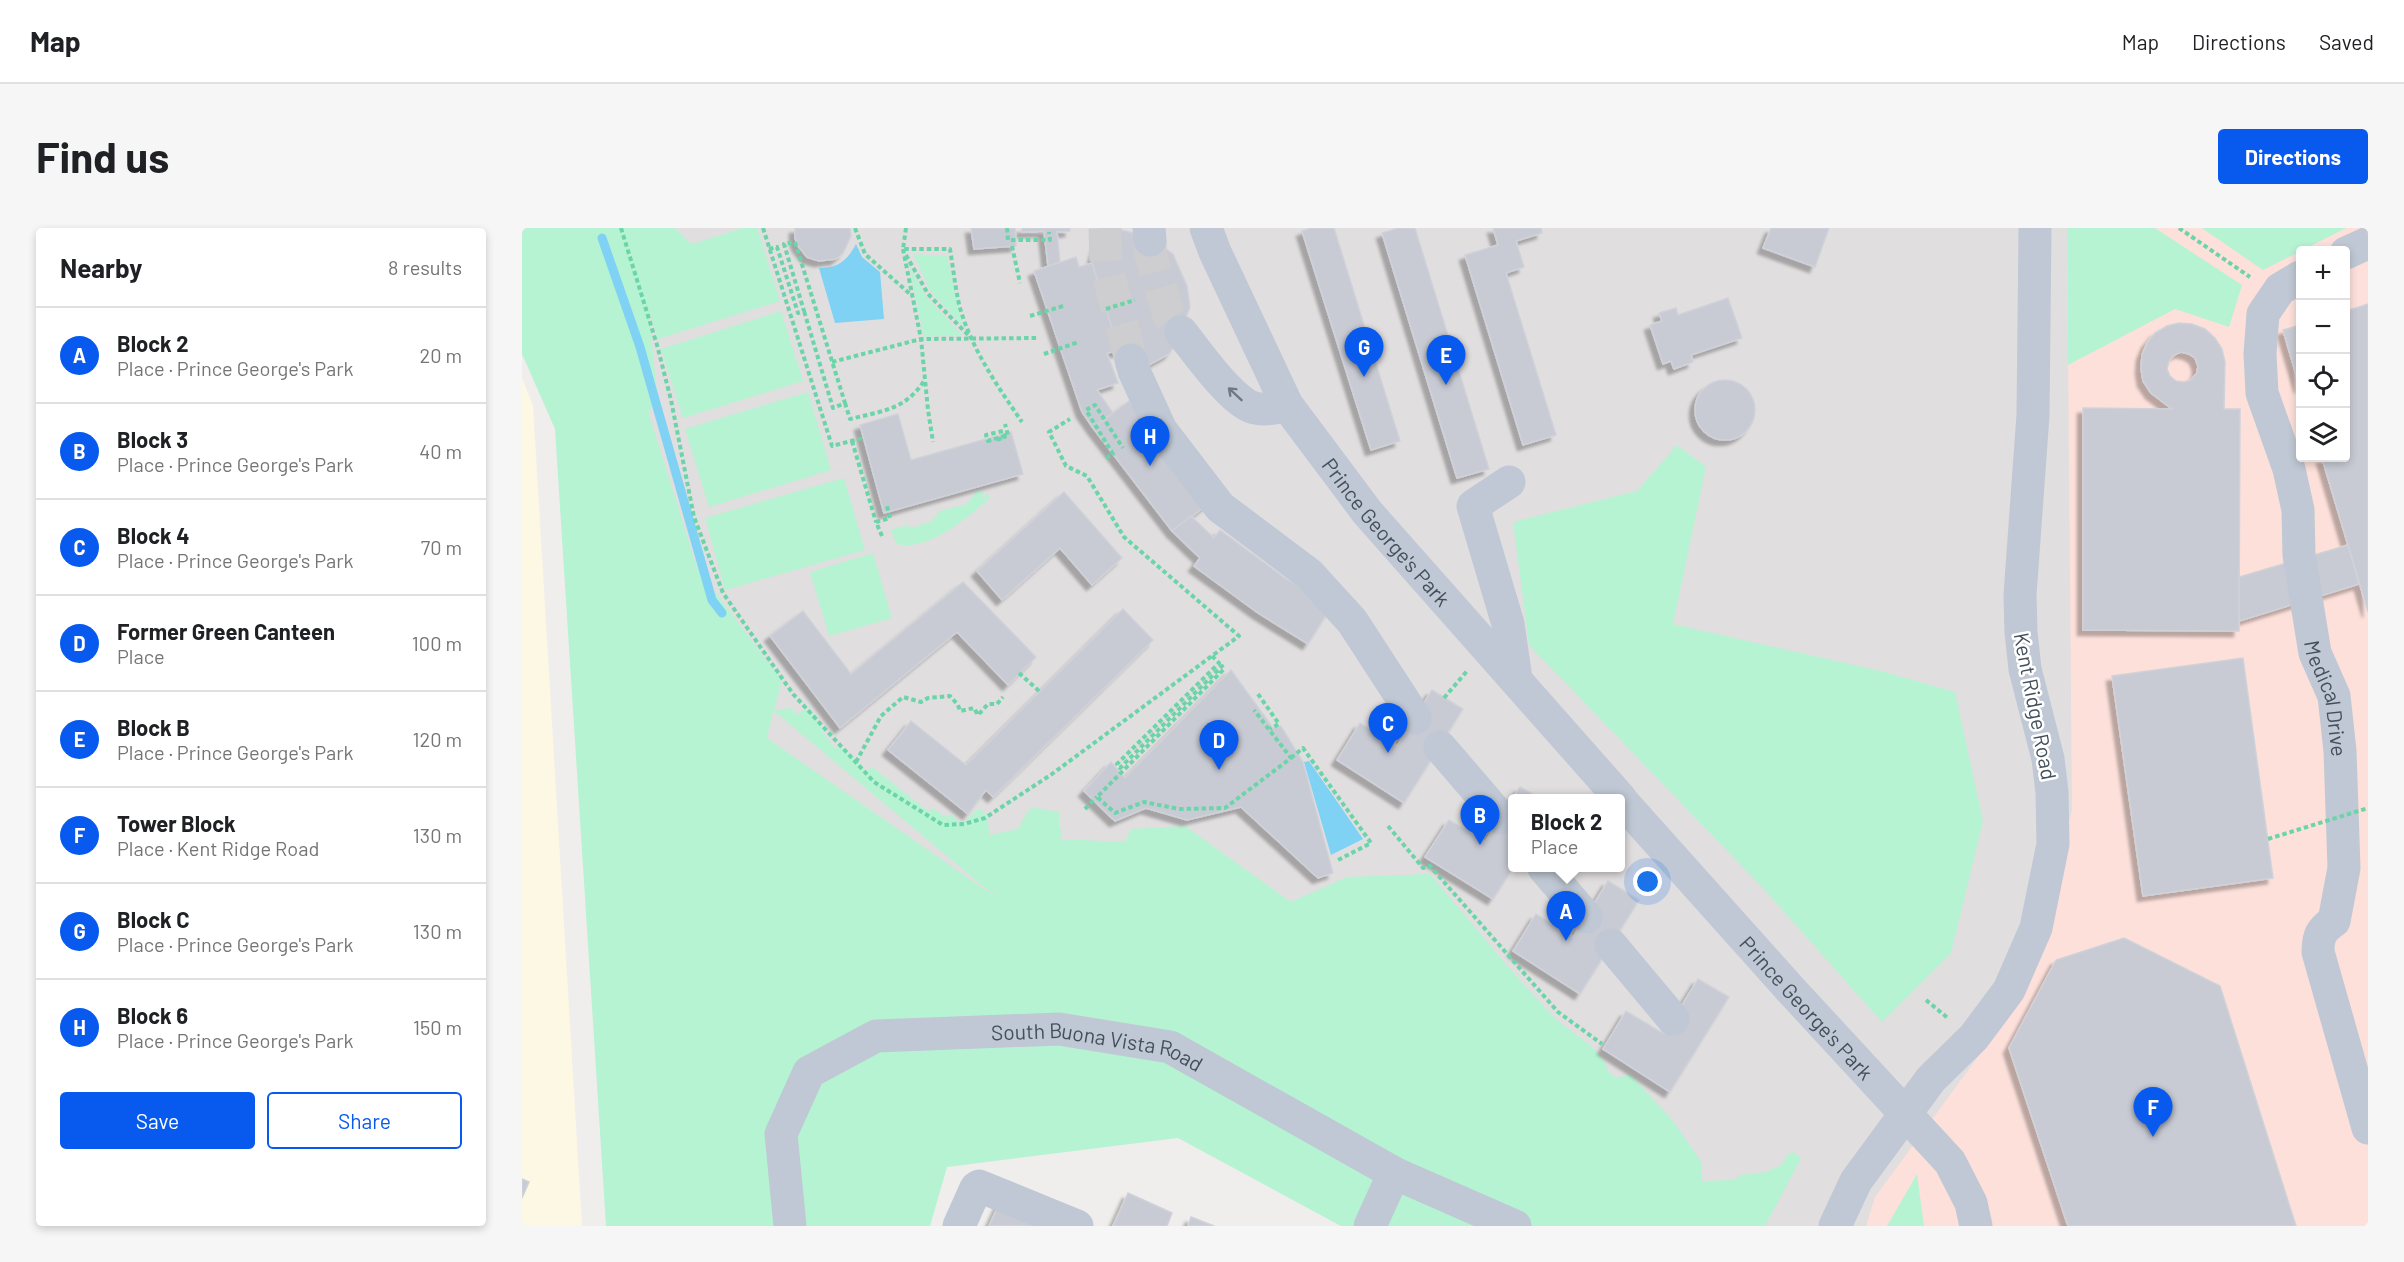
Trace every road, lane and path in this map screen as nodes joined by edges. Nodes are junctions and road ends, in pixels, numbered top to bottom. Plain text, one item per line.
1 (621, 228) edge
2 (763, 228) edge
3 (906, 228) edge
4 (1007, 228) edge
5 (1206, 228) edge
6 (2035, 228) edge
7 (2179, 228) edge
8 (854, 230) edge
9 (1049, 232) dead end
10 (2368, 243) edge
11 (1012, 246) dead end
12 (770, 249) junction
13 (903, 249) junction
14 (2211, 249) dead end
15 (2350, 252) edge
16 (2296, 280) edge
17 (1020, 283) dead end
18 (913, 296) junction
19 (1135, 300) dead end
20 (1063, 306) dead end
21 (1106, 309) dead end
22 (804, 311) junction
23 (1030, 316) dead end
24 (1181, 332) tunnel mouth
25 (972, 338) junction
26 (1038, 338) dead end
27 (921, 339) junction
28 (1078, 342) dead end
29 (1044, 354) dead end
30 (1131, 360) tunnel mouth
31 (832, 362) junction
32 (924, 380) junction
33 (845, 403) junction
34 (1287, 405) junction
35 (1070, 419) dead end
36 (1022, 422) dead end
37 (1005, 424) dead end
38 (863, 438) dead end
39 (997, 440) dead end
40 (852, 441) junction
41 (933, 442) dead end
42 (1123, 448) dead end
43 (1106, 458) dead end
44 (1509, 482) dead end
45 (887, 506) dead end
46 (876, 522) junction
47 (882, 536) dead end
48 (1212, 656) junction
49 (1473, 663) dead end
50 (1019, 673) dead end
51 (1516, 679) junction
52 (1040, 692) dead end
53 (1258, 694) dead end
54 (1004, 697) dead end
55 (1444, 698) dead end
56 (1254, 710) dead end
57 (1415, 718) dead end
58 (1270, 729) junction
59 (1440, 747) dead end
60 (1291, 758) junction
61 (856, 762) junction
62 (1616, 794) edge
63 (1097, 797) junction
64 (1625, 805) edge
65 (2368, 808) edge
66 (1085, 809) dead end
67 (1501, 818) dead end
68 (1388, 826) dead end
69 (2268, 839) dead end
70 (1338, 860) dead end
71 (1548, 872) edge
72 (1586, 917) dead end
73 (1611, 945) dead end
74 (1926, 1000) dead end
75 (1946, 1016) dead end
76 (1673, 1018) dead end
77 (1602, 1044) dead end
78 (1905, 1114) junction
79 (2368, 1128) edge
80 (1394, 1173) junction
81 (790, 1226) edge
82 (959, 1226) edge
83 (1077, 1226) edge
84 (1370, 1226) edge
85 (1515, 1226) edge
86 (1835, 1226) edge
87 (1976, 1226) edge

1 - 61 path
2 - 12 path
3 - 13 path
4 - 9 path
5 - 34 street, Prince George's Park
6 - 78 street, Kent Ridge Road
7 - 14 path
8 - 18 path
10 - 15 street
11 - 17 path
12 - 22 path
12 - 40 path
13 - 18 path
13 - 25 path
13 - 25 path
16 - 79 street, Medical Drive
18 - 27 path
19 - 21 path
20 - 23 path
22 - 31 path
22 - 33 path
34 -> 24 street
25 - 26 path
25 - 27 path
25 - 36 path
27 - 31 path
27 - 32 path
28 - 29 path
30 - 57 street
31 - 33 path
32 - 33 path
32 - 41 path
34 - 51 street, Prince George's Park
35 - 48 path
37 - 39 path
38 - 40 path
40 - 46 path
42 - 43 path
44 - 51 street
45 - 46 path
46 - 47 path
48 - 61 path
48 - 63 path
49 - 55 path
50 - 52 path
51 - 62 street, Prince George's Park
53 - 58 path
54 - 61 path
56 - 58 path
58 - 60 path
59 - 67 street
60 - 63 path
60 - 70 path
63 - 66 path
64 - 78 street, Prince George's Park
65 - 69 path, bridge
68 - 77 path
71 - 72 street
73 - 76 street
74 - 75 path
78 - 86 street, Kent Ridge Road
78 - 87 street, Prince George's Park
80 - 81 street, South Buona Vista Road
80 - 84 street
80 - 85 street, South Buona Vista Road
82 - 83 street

------------------------------

Reproduce the entries above exactly, without images.

Trace every road, lane and path in this map screen as nodes joined by edges. Nodes are junctions and road ends, in pixels, numbered top to bottom. Plain text, one item per line.
1 (621, 228) edge
2 (763, 228) edge
3 (906, 228) edge
4 (1007, 228) edge
5 (1206, 228) edge
6 (2035, 228) edge
7 (2179, 228) edge
8 (854, 230) edge
9 (1049, 232) dead end
10 (2368, 243) edge
11 (1012, 246) dead end
12 (770, 249) junction
13 (903, 249) junction
14 (2211, 249) dead end
15 (2350, 252) edge
16 (2296, 280) edge
17 (1020, 283) dead end
18 (913, 296) junction
19 (1135, 300) dead end
20 (1063, 306) dead end
21 (1106, 309) dead end
22 (804, 311) junction
23 (1030, 316) dead end
24 (1181, 332) tunnel mouth
25 (972, 338) junction
26 (1038, 338) dead end
27 (921, 339) junction
28 (1078, 342) dead end
29 (1044, 354) dead end
30 (1131, 360) tunnel mouth
31 (832, 362) junction
32 (924, 380) junction
33 (845, 403) junction
34 (1287, 405) junction
35 (1070, 419) dead end
36 (1022, 422) dead end
37 (1005, 424) dead end
38 (863, 438) dead end
39 (997, 440) dead end
40 (852, 441) junction
41 (933, 442) dead end
42 (1123, 448) dead end
43 (1106, 458) dead end
44 (1509, 482) dead end
45 (887, 506) dead end
46 (876, 522) junction
47 (882, 536) dead end
48 (1212, 656) junction
49 (1473, 663) dead end
50 (1019, 673) dead end
51 (1516, 679) junction
52 (1040, 692) dead end
53 (1258, 694) dead end
54 (1004, 697) dead end
55 (1444, 698) dead end
56 (1254, 710) dead end
57 (1415, 718) dead end
58 (1270, 729) junction
59 (1440, 747) dead end
60 (1291, 758) junction
61 (856, 762) junction
62 (1616, 794) edge
63 (1097, 797) junction
64 (1625, 805) edge
65 (2368, 808) edge
66 (1085, 809) dead end
67 (1501, 818) dead end
68 (1388, 826) dead end
69 (2268, 839) dead end
70 (1338, 860) dead end
71 (1548, 872) edge
72 (1586, 917) dead end
73 (1611, 945) dead end
74 (1926, 1000) dead end
75 (1946, 1016) dead end
76 (1673, 1018) dead end
77 (1602, 1044) dead end
78 (1905, 1114) junction
79 (2368, 1128) edge
80 (1394, 1173) junction
81 (790, 1226) edge
82 (959, 1226) edge
83 (1077, 1226) edge
84 (1370, 1226) edge
85 (1515, 1226) edge
86 (1835, 1226) edge
87 (1976, 1226) edge

1 - 61 path
2 - 12 path
3 - 13 path
4 - 9 path
5 - 34 street, Prince George's Park
6 - 78 street, Kent Ridge Road
7 - 14 path
8 - 18 path
10 - 15 street
11 - 17 path
12 - 22 path
12 - 40 path
13 - 18 path
13 - 25 path
13 - 25 path
16 - 79 street, Medical Drive
18 - 27 path
19 - 21 path
20 - 23 path
22 - 31 path
22 - 33 path
34 -> 24 street
25 - 26 path
25 - 27 path
25 - 36 path
27 - 31 path
27 - 32 path
28 - 29 path
30 - 57 street
31 - 33 path
32 - 33 path
32 - 41 path
34 - 51 street, Prince George's Park
35 - 48 path
37 - 39 path
38 - 40 path
40 - 46 path
42 - 43 path
44 - 51 street
45 - 46 path
46 - 47 path
48 - 61 path
48 - 63 path
49 - 55 path
50 - 52 path
51 - 62 street, Prince George's Park
53 - 58 path
54 - 61 path
56 - 58 path
58 - 60 path
59 - 67 street
60 - 63 path
60 - 70 path
63 - 66 path
64 - 78 street, Prince George's Park
65 - 69 path, bridge
68 - 77 path
71 - 72 street
73 - 76 street
74 - 75 path
78 - 86 street, Kent Ridge Road
78 - 87 street, Prince George's Park
80 - 81 street, South Buona Vista Road
80 - 84 street
80 - 85 street, South Buona Vista Road
82 - 83 street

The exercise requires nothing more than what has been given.